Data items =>
■ ■ ■ ■ ■ ■ ■

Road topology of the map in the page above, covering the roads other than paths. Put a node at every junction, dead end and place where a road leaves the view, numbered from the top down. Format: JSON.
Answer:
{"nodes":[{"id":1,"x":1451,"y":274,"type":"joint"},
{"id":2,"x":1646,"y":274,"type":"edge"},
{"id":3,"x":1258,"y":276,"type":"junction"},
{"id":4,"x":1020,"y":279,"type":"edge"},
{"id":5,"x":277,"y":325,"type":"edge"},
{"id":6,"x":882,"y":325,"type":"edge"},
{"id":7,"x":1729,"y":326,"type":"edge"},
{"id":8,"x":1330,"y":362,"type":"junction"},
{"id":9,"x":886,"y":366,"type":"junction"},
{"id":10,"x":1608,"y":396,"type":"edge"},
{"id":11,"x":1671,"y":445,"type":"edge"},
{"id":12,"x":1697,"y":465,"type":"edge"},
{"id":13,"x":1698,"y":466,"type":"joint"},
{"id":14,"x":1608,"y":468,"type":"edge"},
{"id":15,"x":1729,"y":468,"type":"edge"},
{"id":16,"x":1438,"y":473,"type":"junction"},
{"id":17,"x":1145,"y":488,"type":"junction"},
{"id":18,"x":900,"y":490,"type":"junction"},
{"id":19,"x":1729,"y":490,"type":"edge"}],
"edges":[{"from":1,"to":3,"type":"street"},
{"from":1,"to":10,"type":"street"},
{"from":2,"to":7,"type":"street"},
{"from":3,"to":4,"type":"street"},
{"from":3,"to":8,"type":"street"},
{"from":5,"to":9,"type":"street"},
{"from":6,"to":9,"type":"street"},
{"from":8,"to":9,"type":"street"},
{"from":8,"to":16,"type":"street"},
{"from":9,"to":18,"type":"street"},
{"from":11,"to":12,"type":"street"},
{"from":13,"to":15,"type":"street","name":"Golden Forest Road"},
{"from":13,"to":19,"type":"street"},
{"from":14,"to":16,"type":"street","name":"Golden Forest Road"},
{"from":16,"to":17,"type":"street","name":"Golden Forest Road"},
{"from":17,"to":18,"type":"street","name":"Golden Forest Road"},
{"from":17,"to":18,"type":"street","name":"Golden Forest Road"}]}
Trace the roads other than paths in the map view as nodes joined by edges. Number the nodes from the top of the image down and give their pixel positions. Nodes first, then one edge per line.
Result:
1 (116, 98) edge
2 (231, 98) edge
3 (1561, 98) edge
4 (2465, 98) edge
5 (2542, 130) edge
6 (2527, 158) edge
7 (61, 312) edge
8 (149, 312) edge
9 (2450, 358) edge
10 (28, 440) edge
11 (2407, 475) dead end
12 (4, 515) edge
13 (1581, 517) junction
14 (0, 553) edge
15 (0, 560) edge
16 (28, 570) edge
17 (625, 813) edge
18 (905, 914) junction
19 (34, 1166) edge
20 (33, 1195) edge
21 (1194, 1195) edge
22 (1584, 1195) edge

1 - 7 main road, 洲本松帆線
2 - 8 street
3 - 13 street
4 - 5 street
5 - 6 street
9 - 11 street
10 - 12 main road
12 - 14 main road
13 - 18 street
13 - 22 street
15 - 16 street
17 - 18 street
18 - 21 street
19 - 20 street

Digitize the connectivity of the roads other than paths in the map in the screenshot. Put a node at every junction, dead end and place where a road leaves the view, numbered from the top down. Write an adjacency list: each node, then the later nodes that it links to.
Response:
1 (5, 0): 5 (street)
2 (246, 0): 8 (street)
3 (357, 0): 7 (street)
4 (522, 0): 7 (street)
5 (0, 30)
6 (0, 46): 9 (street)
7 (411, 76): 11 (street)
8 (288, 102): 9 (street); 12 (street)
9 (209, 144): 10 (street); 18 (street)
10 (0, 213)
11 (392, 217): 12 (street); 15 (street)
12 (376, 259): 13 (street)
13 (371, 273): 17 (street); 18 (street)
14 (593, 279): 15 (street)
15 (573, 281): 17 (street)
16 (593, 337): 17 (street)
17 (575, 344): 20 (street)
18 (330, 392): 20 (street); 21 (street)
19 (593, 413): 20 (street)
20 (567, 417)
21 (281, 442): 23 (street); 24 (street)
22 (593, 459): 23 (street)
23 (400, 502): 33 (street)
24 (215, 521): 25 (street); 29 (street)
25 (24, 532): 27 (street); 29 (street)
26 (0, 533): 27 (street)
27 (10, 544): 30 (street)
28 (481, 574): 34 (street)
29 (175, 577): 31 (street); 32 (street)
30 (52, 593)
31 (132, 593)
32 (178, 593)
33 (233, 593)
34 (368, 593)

■ ■ ■ ■ ■ ■ ■

WHAT THE EXERCISE ASKS => The response should consist of all the entries, copied without any alteration.

TASK RESPONSE =>
Road topology of the map in the page above, covering the roads other than paths. Put a node at every junction, dead end and place where a road leaves the view, numbered from the top down. Format: JSON.
Answer:
{"nodes":[{"id":1,"x":1451,"y":274,"type":"joint"},
{"id":2,"x":1646,"y":274,"type":"edge"},
{"id":3,"x":1258,"y":276,"type":"junction"},
{"id":4,"x":1020,"y":279,"type":"edge"},
{"id":5,"x":277,"y":325,"type":"edge"},
{"id":6,"x":882,"y":325,"type":"edge"},
{"id":7,"x":1729,"y":326,"type":"edge"},
{"id":8,"x":1330,"y":362,"type":"junction"},
{"id":9,"x":886,"y":366,"type":"junction"},
{"id":10,"x":1608,"y":396,"type":"edge"},
{"id":11,"x":1671,"y":445,"type":"edge"},
{"id":12,"x":1697,"y":465,"type":"edge"},
{"id":13,"x":1698,"y":466,"type":"joint"},
{"id":14,"x":1608,"y":468,"type":"edge"},
{"id":15,"x":1729,"y":468,"type":"edge"},
{"id":16,"x":1438,"y":473,"type":"junction"},
{"id":17,"x":1145,"y":488,"type":"junction"},
{"id":18,"x":900,"y":490,"type":"junction"},
{"id":19,"x":1729,"y":490,"type":"edge"}],
"edges":[{"from":1,"to":3,"type":"street"},
{"from":1,"to":10,"type":"street"},
{"from":2,"to":7,"type":"street"},
{"from":3,"to":4,"type":"street"},
{"from":3,"to":8,"type":"street"},
{"from":5,"to":9,"type":"street"},
{"from":6,"to":9,"type":"street"},
{"from":8,"to":9,"type":"street"},
{"from":8,"to":16,"type":"street"},
{"from":9,"to":18,"type":"street"},
{"from":11,"to":12,"type":"street"},
{"from":13,"to":15,"type":"street","name":"Golden Forest Road"},
{"from":13,"to":19,"type":"street"},
{"from":14,"to":16,"type":"street","name":"Golden Forest Road"},
{"from":16,"to":17,"type":"street","name":"Golden Forest Road"},
{"from":17,"to":18,"type":"street","name":"Golden Forest Road"},
{"from":17,"to":18,"type":"street","name":"Golden Forest Road"}]}
Trace the roads other than paths in the map view as nodes joined by edges. Number the nodes from the top of the image down and give their pixel positions. Nodes first, then one edge per line.
Result:
1 (116, 98) edge
2 (231, 98) edge
3 (1561, 98) edge
4 (2465, 98) edge
5 (2542, 130) edge
6 (2527, 158) edge
7 (61, 312) edge
8 (149, 312) edge
9 (2450, 358) edge
10 (28, 440) edge
11 (2407, 475) dead end
12 (4, 515) edge
13 (1581, 517) junction
14 (0, 553) edge
15 (0, 560) edge
16 (28, 570) edge
17 (625, 813) edge
18 (905, 914) junction
19 (34, 1166) edge
20 (33, 1195) edge
21 (1194, 1195) edge
22 (1584, 1195) edge

1 - 7 main road, 洲本松帆線
2 - 8 street
3 - 13 street
4 - 5 street
5 - 6 street
9 - 11 street
10 - 12 main road
12 - 14 main road
13 - 18 street
13 - 22 street
15 - 16 street
17 - 18 street
18 - 21 street
19 - 20 street

Digitize the connectivity of the roads other than paths in the map in the screenshot. Put a node at every junction, dead end and place where a road leaves the view, numbered from the top down. Write an adjacency list: each node, then the later nodes that it links to.
Response:
1 (5, 0): 5 (street)
2 (246, 0): 8 (street)
3 (357, 0): 7 (street)
4 (522, 0): 7 (street)
5 (0, 30)
6 (0, 46): 9 (street)
7 (411, 76): 11 (street)
8 (288, 102): 9 (street); 12 (street)
9 (209, 144): 10 (street); 18 (street)
10 (0, 213)
11 (392, 217): 12 (street); 15 (street)
12 (376, 259): 13 (street)
13 (371, 273): 17 (street); 18 (street)
14 (593, 279): 15 (street)
15 (573, 281): 17 (street)
16 (593, 337): 17 (street)
17 (575, 344): 20 (street)
18 (330, 392): 20 (street); 21 (street)
19 (593, 413): 20 (street)
20 (567, 417)
21 (281, 442): 23 (street); 24 (street)
22 (593, 459): 23 (street)
23 (400, 502): 33 (street)
24 (215, 521): 25 (street); 29 (street)
25 (24, 532): 27 (street); 29 (street)
26 (0, 533): 27 (street)
27 (10, 544): 30 (street)
28 (481, 574): 34 (street)
29 (175, 577): 31 (street); 32 (street)
30 (52, 593)
31 (132, 593)
32 (178, 593)
33 (233, 593)
34 (368, 593)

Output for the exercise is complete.